Ms. Twomey also said that I left it up to New York State to decide how to pay estate taxes. That aside, the Quicken will seemed fine for the most straightforward situations: I want to leave my assets to my spouse, then my children or some other assortment of relatives. It was also cheap; the program costs $41.99 and includes other legal documents that complete the estate plan, including a health care directive and financial power of attorney.

Quicken also asked how I wanted to pay estate taxes, something I couldn’t answer with confidence. It quickly became clear that anyone worried about these issues should consult a lawyer. And before you rule yourself out of that category, consider that the state estate tax is levied on assets above $675,000 in New Jersey and $1 million in New York. That could potentially affect middle-class families whose modest homes and retirement accounts have appreciated over several decades, or even someone with a large life insurance policy.

LEGACYWRITER This was the only program that allowed me to account for future children. This is a neat feature for expectant parents, though another program said it left out the option because it could raise complicated legal issues. LegacyWriter also allows you to put the children’s money in trusts to be released over time. Still, it took me a couple of tries to figure how to get the program to name a third layer of alternate heirs, beyond my husband and potential children.

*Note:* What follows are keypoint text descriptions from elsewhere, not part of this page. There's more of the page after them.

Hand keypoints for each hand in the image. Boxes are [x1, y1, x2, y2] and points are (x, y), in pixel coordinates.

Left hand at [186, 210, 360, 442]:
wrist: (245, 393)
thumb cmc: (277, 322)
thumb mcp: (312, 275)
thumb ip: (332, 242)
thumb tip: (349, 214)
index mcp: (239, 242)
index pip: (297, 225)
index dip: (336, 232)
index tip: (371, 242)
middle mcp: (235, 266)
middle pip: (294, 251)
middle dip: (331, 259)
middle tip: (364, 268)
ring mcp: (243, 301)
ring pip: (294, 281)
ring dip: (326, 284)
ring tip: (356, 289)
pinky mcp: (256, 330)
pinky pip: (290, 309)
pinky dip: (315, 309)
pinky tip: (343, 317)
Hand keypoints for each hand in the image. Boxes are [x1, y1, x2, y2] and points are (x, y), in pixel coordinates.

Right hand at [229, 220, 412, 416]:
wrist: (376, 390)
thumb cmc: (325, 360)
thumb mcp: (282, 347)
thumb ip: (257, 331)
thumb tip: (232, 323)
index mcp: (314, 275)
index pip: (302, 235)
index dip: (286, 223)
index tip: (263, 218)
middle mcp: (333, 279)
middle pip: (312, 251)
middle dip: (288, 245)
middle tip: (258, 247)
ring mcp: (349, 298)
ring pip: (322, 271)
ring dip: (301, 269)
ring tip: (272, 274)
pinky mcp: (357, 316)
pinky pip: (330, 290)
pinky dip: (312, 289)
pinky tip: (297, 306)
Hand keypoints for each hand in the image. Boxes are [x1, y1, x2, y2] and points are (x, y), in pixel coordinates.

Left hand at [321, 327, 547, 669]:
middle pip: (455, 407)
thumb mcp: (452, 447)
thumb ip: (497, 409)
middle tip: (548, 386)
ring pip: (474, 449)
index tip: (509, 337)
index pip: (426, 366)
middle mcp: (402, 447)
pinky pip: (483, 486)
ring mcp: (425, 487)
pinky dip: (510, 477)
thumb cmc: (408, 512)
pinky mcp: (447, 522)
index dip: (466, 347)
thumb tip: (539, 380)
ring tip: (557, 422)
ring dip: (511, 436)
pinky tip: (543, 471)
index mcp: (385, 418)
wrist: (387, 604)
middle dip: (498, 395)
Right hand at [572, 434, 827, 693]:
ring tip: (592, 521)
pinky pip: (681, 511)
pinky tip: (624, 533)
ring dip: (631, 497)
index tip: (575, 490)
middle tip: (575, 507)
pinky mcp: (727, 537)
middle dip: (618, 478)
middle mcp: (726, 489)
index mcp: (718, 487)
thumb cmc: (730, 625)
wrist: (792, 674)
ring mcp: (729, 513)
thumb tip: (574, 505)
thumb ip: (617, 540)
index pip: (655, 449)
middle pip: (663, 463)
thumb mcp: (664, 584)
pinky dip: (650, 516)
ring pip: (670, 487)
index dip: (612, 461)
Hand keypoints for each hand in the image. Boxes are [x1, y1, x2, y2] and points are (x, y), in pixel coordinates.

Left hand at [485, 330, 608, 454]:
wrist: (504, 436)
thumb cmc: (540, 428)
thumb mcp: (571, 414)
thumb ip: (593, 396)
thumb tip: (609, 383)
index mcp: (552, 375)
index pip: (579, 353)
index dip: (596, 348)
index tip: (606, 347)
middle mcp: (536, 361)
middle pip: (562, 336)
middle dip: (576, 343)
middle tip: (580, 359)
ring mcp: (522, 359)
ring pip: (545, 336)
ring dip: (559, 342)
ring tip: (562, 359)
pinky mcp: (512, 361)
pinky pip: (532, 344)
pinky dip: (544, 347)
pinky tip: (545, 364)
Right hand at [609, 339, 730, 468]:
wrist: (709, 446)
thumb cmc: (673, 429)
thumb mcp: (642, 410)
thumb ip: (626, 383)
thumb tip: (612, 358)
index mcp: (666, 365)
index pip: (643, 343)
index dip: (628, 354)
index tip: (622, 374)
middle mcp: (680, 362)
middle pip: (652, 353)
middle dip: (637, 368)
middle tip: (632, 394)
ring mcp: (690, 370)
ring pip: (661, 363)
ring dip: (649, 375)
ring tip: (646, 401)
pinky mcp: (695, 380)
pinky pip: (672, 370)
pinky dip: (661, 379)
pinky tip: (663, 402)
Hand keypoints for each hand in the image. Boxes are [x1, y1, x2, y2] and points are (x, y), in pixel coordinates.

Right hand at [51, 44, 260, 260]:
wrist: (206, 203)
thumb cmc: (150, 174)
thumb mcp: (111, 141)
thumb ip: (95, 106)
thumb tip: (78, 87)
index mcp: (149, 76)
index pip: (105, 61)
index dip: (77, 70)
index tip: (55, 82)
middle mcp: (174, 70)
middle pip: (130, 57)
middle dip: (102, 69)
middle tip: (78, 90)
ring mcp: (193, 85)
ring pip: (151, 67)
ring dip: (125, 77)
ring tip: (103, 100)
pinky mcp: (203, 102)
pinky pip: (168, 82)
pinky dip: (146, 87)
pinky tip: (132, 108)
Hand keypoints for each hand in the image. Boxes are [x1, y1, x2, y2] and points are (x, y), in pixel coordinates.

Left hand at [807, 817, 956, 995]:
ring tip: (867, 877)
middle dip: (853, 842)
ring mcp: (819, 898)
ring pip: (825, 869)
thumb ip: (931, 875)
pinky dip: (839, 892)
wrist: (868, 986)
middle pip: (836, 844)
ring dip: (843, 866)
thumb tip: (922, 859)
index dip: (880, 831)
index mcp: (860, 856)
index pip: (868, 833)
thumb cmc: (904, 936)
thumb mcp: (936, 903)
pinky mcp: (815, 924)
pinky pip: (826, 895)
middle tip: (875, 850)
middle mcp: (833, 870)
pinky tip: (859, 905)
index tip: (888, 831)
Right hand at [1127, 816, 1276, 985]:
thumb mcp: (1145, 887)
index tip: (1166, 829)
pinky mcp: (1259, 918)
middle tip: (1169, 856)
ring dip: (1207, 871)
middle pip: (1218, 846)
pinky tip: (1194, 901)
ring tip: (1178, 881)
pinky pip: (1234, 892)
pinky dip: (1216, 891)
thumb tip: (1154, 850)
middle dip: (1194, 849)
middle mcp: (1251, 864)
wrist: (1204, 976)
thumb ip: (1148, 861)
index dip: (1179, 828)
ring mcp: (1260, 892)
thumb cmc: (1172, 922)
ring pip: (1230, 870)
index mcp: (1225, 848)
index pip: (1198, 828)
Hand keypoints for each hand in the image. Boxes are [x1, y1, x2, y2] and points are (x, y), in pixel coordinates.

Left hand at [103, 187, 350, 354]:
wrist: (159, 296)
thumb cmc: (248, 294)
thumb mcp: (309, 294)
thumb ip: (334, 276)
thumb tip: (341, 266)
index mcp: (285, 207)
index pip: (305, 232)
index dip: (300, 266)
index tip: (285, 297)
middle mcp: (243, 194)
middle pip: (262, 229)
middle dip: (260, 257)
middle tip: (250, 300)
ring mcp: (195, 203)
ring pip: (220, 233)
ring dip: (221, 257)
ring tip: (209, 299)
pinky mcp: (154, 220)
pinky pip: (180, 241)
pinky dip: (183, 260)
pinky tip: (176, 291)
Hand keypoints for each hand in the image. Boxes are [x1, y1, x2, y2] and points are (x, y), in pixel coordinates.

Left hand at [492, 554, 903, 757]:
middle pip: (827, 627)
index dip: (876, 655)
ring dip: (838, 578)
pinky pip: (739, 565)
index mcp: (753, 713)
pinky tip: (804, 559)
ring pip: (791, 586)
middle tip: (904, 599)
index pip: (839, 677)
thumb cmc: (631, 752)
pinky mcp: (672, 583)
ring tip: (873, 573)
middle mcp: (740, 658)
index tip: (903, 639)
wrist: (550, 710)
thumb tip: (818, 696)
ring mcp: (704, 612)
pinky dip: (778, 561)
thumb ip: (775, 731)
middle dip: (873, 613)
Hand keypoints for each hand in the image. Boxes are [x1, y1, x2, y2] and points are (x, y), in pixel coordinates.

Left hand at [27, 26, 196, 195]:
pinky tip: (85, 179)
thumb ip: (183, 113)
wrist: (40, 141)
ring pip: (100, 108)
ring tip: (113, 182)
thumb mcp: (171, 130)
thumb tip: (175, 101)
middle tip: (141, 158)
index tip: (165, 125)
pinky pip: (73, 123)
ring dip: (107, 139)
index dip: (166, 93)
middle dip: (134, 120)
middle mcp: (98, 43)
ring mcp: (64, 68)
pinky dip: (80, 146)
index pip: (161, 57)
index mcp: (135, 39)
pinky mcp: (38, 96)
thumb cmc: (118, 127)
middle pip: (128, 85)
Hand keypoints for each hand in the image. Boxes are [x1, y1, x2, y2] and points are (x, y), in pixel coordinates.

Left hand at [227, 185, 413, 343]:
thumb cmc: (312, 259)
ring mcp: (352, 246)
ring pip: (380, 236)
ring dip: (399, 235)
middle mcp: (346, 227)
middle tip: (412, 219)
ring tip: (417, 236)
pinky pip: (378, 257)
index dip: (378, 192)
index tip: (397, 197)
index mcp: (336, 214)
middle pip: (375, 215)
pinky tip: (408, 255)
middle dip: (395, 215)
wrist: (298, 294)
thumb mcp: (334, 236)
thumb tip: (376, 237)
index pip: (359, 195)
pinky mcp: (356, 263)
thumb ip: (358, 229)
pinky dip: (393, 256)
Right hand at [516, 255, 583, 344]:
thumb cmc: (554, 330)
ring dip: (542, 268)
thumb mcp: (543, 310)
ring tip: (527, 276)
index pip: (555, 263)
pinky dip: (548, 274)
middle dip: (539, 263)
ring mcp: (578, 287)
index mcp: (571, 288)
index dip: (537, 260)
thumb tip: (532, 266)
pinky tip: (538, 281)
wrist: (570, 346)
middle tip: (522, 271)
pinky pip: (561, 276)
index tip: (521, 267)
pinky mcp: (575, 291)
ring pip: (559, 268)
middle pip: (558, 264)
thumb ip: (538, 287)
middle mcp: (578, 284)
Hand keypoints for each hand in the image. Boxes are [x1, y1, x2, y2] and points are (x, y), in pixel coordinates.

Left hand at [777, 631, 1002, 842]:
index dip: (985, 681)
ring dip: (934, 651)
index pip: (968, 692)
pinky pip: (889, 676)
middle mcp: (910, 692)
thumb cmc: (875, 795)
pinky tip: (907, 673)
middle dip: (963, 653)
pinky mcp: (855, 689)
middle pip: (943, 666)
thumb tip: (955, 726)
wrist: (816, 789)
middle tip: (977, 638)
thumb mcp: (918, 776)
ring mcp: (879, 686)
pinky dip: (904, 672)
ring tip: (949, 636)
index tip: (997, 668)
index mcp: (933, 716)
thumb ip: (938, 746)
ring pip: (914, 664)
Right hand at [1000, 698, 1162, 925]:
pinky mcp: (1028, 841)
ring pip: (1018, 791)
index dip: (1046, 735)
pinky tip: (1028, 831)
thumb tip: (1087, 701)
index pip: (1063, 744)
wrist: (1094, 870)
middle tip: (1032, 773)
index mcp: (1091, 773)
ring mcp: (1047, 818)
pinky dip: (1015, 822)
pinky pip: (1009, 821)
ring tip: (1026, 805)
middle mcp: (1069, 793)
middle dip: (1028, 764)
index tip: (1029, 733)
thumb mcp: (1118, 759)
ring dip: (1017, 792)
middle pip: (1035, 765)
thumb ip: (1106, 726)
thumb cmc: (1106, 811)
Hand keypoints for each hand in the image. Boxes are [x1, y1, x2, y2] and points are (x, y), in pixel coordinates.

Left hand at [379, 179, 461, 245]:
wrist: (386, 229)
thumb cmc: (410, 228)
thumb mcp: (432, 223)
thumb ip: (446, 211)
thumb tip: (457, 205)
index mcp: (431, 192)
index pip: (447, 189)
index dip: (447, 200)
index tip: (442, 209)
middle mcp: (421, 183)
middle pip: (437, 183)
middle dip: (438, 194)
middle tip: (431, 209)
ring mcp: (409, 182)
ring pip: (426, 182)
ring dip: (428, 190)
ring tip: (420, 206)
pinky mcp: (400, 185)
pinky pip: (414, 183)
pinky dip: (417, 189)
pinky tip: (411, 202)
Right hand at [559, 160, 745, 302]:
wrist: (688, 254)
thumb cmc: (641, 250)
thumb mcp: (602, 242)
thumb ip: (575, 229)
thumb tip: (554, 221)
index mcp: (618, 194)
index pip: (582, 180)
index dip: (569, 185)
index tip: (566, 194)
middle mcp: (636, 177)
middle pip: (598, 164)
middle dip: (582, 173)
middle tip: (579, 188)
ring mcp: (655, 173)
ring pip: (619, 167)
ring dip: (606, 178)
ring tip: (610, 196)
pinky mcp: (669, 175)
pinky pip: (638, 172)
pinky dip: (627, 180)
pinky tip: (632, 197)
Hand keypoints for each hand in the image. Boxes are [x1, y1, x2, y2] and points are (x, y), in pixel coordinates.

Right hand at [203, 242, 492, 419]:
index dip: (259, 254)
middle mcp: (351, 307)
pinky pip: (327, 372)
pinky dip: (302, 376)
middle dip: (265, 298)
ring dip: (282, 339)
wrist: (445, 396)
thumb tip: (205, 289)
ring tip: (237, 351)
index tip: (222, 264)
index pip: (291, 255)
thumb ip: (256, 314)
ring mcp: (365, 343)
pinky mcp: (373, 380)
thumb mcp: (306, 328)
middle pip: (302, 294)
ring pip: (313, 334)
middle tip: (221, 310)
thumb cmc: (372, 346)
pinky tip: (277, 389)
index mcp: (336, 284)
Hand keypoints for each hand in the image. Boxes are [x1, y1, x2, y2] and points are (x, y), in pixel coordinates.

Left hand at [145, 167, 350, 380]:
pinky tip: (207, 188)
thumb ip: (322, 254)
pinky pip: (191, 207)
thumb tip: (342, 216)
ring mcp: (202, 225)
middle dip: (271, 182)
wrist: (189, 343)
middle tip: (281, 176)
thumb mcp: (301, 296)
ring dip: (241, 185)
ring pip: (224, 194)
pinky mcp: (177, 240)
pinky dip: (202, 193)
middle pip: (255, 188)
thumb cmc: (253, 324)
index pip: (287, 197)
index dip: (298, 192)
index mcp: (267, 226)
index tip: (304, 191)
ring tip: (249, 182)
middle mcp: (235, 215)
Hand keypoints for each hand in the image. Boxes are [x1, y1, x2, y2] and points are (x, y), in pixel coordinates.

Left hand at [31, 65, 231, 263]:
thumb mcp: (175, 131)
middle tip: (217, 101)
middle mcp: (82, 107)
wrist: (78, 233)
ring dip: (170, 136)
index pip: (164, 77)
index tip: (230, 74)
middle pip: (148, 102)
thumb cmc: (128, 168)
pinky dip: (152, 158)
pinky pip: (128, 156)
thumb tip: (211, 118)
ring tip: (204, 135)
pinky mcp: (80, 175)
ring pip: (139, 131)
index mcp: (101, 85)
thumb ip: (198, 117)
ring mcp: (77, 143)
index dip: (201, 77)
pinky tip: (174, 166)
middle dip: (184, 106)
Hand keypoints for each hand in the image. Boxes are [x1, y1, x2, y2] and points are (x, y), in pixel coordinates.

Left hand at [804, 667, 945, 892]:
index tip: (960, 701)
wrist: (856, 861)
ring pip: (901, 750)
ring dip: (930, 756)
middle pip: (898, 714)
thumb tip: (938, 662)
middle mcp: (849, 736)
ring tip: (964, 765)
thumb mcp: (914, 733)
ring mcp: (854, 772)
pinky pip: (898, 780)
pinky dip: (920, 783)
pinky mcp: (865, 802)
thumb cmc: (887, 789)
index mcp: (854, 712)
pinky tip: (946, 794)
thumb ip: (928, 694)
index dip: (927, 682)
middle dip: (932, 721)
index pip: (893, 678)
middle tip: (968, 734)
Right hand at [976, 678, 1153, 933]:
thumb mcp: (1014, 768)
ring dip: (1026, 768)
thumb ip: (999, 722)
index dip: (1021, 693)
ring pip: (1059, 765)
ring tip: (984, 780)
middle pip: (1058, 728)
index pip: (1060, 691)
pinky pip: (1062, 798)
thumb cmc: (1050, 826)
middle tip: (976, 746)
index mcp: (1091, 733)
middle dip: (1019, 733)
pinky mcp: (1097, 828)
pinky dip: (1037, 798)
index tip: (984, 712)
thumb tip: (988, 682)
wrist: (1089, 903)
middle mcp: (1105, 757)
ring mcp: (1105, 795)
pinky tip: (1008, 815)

According to the first draft I created, if my husband didn’t survive me and we had no children at the time, my assets would be divided among my heirs as defined by state law. And, as Ms. Twomey pointed out, “Does anyone filling out these forms know who their heirs are? It’s different under every state law, and what layman is going to know that?”

She also questioned the way the will defined descendants. In this will, children born outside of marriage, and raised outside the family home, would not be considered descendants (like John Edwards’s love child). That may not apply to most people, but what happens if you want your grandchild — the one raised by your son’s former girlfriend — to be included? “My concern is not so much that it is in there, but who is going to explain it to you?” Ms. Twomey said.

Taxes could also be a potential issue. The LegacyWriter will instructs that any inheritance-related taxes owed on most assets passing outside the will — like the I.R.A. or 401(k) — will be paid by assets passing through the will (perhaps a home). So if you leave your home to your children and forget to make them the beneficiaries of your I.R.A., they may end up paying any estate taxes owed on the I.R.A. “A lot of times, we would provide that taxes paid for property passing outside the will be paid from those assets,” Ms. Twomey said.

The program was easy to use, and its short explanations provided the answers I needed. It costs $19.95 and allows you to update your will free for 60 days. For $34.95, you also get financial and medical powers of attorney and a living will.

LEGALZOOM Co-created by Robert Shapiro, a lawyer who was part of O. J. Simpson’s defense team, the service offered brief but instructive pop-up boxes throughout the questionnaire, along with a breakdown of how others answered a question.